WHAT IS REQUIRED:
Whenever a line in the material below includes "function", copy that line.

STORED DATA:

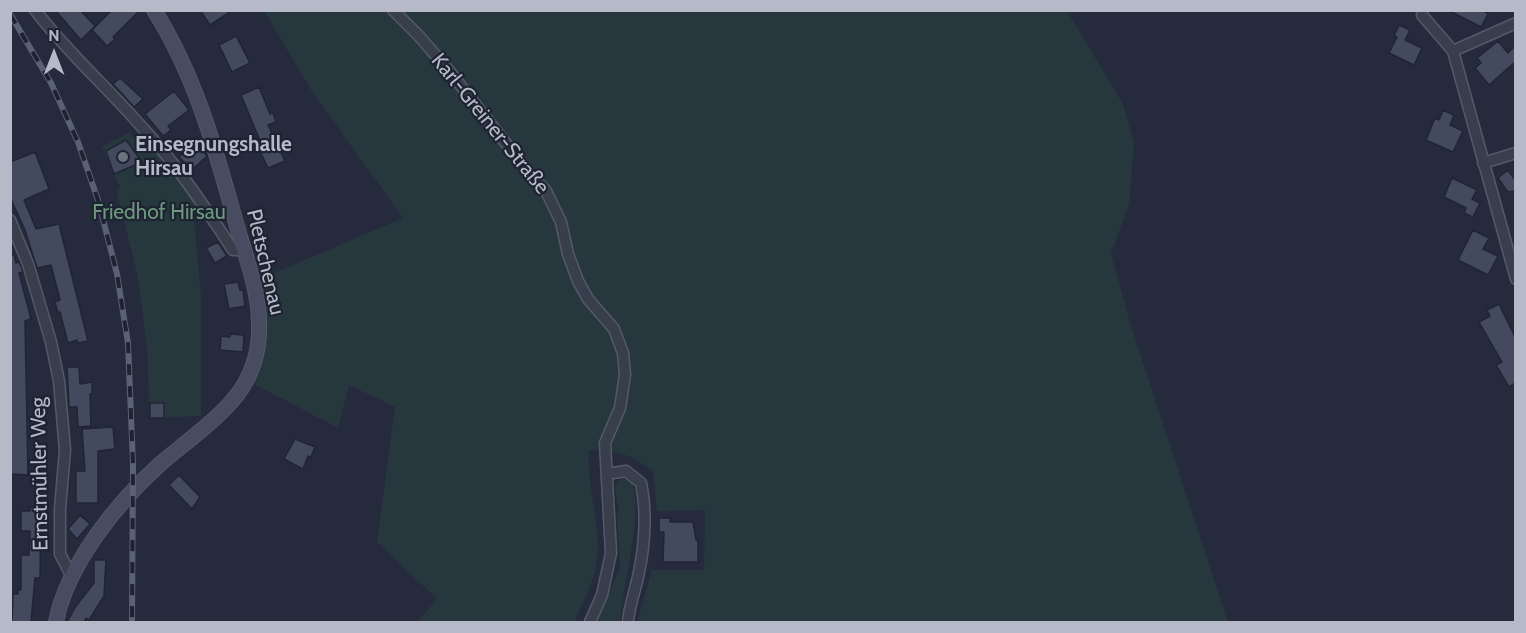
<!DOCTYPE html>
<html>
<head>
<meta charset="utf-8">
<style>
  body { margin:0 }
  #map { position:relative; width:1526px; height:633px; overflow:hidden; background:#252b3d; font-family:Cabin,sans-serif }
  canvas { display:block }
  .frame { position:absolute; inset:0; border:12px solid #b5b9c8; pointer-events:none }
  .north { position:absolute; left:24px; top:24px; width:60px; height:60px; -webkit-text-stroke:4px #1e2332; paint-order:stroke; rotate:0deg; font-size:16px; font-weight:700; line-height:24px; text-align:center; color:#b5b9c8 }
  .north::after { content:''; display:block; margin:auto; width:21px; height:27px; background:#b5b9c8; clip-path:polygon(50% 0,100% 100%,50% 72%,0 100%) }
</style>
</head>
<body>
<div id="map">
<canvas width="1526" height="633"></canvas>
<div class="frame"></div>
<div class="north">N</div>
</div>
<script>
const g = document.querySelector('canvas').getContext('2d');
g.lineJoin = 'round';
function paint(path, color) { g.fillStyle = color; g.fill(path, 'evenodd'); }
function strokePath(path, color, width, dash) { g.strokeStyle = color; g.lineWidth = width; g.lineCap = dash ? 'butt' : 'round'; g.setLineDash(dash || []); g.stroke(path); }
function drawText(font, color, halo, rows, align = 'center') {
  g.font = font + ' Cabin,sans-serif'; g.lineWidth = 4.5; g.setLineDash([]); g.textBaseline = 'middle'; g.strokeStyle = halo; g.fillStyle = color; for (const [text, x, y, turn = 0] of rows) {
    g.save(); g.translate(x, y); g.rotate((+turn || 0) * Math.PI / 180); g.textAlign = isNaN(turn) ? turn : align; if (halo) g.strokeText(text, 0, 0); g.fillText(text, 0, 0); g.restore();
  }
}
paint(new Path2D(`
  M264,11H1067L1123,104L1134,144L1129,204L1111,254L1131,326L1228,622H637L652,570H704L705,510L657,511L653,471C627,452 620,452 589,450C586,487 602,525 597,561C594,582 583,604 574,622H417L437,599L377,542L395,407L349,385L338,428L254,384L267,331L258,280L403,218L311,90Z
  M130,132L142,148L150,142L199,207L194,219L201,297V416L150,418L147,347L138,278L117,192L120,187L102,147Z
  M623,479L631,481C645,504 622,592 620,622H597L620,568L617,513L619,512L615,487L618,481Z`), '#27373e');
const building = new Path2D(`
  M55,10H80L95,26L81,40Z
  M112,10H140L113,37L115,39L107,46L92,30Z
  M200,10H233L210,25Z
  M1448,10H1482L1488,14L1481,27Z
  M1399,25L1410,30L1405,40L1422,48L1414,65L1389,53L1397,37L1394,36Z
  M236,36L250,63L232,72L219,45Z
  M1498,41L1508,53L1515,46V62L1489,85L1475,68L1481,63L1477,58Z
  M120,78L143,99L134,107L113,84Z
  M259,87L270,114L273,113L276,122L268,125L285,161L268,168L257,145L261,143L241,95Z
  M174,91L189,110L168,126L171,130L163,136L145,114Z
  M1443,110L1454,115L1450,125L1463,131L1453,152L1426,140L1435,118L1439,120Z
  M126,140L142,162L114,174L106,151Z
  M195,142L207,156L192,170L179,157Z
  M35,152L49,189L24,200L36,229L59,224L88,341L78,343L77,340L68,343L60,312L58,313L55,302L60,300L51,265L37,268L25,230L10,197V162Z
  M1508,170L1515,180V191L1508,192L1498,178Z
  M1452,178L1477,190L1472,199L1480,203L1473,217L1464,213L1466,208L1444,197Z
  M1473,230L1489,238L1483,249L1498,256L1488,275L1458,260Z
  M218,242L227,256L215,263L206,248Z
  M10,255H14L16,263L19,262L21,266L23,272L19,273L31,319L25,321L28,475L10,474Z
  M238,282L240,290H243L245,306L229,309L224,284Z
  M1499,304L1515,337V383L1509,387L1496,365L1502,362L1479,322L1490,316L1487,310Z
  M230,334L244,335L243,352L220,350L221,336L230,337Z
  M67,367H79L80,384L92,382V394H90L91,426L78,427L77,407H69Z
  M150,403H164V418H150Z
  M113,427L115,449L98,451V503H76V471H85L82,429Z
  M295,439L315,447L311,457L308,456L303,469L284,459Z
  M179,475L200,497L192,509L169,485Z
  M30,507H41L40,578H35L31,622H12L13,594H18V590H21V555H29L30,531H21V511H30Z
  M80,515L90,524L77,539L68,529Z
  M659,518H670V522H693L696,540H698V562H663L664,532H659Z
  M94,560H106L104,596L89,620L86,618L84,622H67L76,606L94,583Z`);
paint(building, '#444a5e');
strokePath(building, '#202534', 1.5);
const minor = new Path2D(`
  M35,10C67,52 106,86 140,125C176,163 204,206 233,250H244
  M393,10L419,36L450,72L530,174L546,191L561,222L568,254L578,281L588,299L614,329L623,353L625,375L620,408L605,443L611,553L602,595L590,622
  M1422,15L1453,51L1516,279
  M1453,51L1516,23
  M1483,163L1516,153
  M10,220L28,264L51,342L59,381L65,450L60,509V554L72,577
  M607,474L626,471L641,483C647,513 645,543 639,572C636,589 629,606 628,622`);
const secondary = new Path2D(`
  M56,622C67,565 116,504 159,465C184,443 224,416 242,388C254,369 260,346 259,323C259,292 247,260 238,230C217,155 197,78 154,10`);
strokePath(minor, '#545968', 13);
strokePath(secondary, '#545968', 16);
strokePath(minor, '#393e4d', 10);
strokePath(secondary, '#474c60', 14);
const rail = new Path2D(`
  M10,14L51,83L78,142L98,200L117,274L128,343L133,464L132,622`);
strokePath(rail, '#5b6174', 6);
strokePath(rail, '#1e2332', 4, [11]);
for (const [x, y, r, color] of [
  [123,157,6,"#6b7280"]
]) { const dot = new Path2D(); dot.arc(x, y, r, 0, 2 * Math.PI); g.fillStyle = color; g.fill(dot); strokePath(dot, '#1e2332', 2); }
drawText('21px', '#b5b9c8', '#1e2332', [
  ["Karl-Greiner-Straße",490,124,51],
  ["Pletschenau",265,262,77],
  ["Ernstmühler Weg",40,474,-91]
]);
drawText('bold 21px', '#b5b9c8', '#1e2332', [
  ["Einsegnungshalle",135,145],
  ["Hirsau",135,169]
], 'left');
drawText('21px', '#6d987e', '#1e2332', [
  ["Friedhof Hirsau",159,213]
]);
</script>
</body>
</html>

OUTPUT:
function paint(path, color) { g.fillStyle = color; g.fill(path, 'evenodd'); }
function strokePath(path, color, width, dash) { g.strokeStyle = color; g.lineWidth = width; g.lineCap = dash ? 'butt' : 'round'; g.setLineDash(dash || []); g.stroke(path); }
function drawText(font, color, halo, rows, align = 'center') {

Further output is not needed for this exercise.